++++ INPUT MATERIAL ++++

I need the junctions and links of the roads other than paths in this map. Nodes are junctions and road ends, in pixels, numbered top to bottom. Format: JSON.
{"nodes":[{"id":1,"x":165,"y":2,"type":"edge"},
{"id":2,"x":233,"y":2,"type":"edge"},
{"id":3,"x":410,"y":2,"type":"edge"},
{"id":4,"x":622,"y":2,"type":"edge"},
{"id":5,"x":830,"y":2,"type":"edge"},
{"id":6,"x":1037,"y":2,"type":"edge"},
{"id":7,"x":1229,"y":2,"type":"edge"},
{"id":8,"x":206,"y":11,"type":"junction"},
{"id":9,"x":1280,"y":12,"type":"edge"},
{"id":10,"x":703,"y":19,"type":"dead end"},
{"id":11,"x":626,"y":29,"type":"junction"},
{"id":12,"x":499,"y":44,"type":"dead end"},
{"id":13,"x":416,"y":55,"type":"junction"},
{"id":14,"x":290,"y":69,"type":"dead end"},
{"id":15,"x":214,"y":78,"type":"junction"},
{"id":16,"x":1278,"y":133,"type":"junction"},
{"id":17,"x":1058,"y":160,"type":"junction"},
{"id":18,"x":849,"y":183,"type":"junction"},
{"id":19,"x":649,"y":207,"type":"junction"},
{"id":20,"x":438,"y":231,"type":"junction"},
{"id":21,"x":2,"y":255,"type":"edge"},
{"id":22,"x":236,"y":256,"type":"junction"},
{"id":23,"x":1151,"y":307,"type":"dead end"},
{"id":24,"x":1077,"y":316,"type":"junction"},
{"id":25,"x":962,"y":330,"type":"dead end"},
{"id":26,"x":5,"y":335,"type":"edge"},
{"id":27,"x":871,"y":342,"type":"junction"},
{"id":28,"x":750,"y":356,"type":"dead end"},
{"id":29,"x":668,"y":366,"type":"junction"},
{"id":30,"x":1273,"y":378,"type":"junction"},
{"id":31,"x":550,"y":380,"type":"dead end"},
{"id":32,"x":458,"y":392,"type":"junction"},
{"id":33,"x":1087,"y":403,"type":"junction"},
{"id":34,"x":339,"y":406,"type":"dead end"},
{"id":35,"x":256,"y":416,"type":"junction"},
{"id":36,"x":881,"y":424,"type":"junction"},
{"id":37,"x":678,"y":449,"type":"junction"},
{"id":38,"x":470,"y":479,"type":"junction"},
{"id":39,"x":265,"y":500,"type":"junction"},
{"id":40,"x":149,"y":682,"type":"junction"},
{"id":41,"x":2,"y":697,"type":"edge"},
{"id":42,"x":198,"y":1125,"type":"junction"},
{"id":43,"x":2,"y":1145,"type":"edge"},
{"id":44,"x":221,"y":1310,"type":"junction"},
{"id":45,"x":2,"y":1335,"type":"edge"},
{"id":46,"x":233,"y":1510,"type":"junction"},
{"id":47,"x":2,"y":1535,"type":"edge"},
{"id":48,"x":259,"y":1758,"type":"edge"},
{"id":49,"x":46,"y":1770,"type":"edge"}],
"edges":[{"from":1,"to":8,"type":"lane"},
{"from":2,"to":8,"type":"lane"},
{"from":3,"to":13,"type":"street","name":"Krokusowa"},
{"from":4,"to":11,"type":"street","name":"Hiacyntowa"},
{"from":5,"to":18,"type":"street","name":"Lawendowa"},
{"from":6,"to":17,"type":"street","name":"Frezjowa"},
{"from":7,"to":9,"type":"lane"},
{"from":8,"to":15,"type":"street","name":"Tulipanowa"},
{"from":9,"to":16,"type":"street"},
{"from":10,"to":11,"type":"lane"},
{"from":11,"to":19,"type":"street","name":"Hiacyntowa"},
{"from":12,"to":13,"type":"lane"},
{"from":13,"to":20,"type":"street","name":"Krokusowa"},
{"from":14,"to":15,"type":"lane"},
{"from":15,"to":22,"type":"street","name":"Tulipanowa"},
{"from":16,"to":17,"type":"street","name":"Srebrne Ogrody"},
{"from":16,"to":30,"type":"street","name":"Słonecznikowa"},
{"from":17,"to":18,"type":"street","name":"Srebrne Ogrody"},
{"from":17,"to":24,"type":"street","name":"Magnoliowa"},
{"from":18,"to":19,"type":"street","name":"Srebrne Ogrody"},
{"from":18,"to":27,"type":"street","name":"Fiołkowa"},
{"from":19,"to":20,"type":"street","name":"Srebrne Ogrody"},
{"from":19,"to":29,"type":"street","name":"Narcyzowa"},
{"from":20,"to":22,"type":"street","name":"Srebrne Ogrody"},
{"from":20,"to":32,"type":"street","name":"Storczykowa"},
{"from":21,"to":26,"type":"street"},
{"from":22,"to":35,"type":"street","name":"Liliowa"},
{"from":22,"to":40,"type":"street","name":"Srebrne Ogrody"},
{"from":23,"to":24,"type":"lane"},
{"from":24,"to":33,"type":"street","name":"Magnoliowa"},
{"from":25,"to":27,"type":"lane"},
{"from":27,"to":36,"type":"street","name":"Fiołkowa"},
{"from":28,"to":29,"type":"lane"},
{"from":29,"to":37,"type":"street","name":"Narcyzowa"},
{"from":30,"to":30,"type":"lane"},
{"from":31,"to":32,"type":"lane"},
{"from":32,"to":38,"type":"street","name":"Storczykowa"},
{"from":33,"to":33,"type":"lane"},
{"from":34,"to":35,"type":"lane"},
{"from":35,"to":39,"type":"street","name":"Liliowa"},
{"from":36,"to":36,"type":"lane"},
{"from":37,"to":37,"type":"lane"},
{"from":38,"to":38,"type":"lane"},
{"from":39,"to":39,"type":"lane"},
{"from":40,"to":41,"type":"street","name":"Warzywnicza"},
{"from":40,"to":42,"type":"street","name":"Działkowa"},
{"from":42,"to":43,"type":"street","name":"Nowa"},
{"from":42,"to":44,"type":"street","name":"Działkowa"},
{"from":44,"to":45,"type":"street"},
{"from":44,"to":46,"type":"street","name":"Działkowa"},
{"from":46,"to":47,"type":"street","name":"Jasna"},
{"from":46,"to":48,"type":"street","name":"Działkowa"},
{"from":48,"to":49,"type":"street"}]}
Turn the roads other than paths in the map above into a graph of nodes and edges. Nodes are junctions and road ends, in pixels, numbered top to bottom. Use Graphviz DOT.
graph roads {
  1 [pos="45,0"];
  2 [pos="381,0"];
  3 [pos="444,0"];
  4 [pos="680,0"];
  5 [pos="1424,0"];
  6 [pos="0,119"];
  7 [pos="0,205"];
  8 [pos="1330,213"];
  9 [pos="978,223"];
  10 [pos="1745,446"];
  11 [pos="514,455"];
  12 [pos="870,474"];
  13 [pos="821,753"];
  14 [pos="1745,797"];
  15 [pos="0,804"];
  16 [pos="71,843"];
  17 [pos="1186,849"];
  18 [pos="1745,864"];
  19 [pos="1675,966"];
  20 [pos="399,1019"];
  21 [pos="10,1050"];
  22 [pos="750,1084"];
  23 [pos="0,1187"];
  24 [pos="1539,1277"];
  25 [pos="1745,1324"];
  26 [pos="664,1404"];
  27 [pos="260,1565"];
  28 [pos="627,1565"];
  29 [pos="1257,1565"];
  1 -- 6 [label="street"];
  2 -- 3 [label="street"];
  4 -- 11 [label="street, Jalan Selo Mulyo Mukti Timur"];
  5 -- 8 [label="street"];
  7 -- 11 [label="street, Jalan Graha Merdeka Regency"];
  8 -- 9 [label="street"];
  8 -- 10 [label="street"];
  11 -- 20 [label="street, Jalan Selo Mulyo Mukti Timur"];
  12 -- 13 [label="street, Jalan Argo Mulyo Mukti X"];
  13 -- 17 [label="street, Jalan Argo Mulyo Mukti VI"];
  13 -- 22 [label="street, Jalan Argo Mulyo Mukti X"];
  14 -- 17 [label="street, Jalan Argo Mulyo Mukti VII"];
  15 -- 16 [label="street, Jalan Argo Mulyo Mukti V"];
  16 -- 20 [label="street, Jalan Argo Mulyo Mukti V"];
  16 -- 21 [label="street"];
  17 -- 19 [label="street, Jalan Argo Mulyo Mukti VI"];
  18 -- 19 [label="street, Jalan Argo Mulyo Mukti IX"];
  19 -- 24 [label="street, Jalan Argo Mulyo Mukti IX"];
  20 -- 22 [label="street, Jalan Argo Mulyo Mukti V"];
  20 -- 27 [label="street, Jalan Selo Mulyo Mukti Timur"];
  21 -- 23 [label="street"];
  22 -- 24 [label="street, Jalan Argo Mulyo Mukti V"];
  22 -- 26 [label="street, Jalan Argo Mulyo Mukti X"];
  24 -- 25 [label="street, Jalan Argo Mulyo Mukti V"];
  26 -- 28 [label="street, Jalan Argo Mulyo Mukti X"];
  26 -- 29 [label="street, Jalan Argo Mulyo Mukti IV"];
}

++++

### WHAT THE EXERCISE ASKS
State how many lines in the data include the string "roads". Nothing else belongs in the reply.

### OUTPUT FOR THIS EXERCISE
3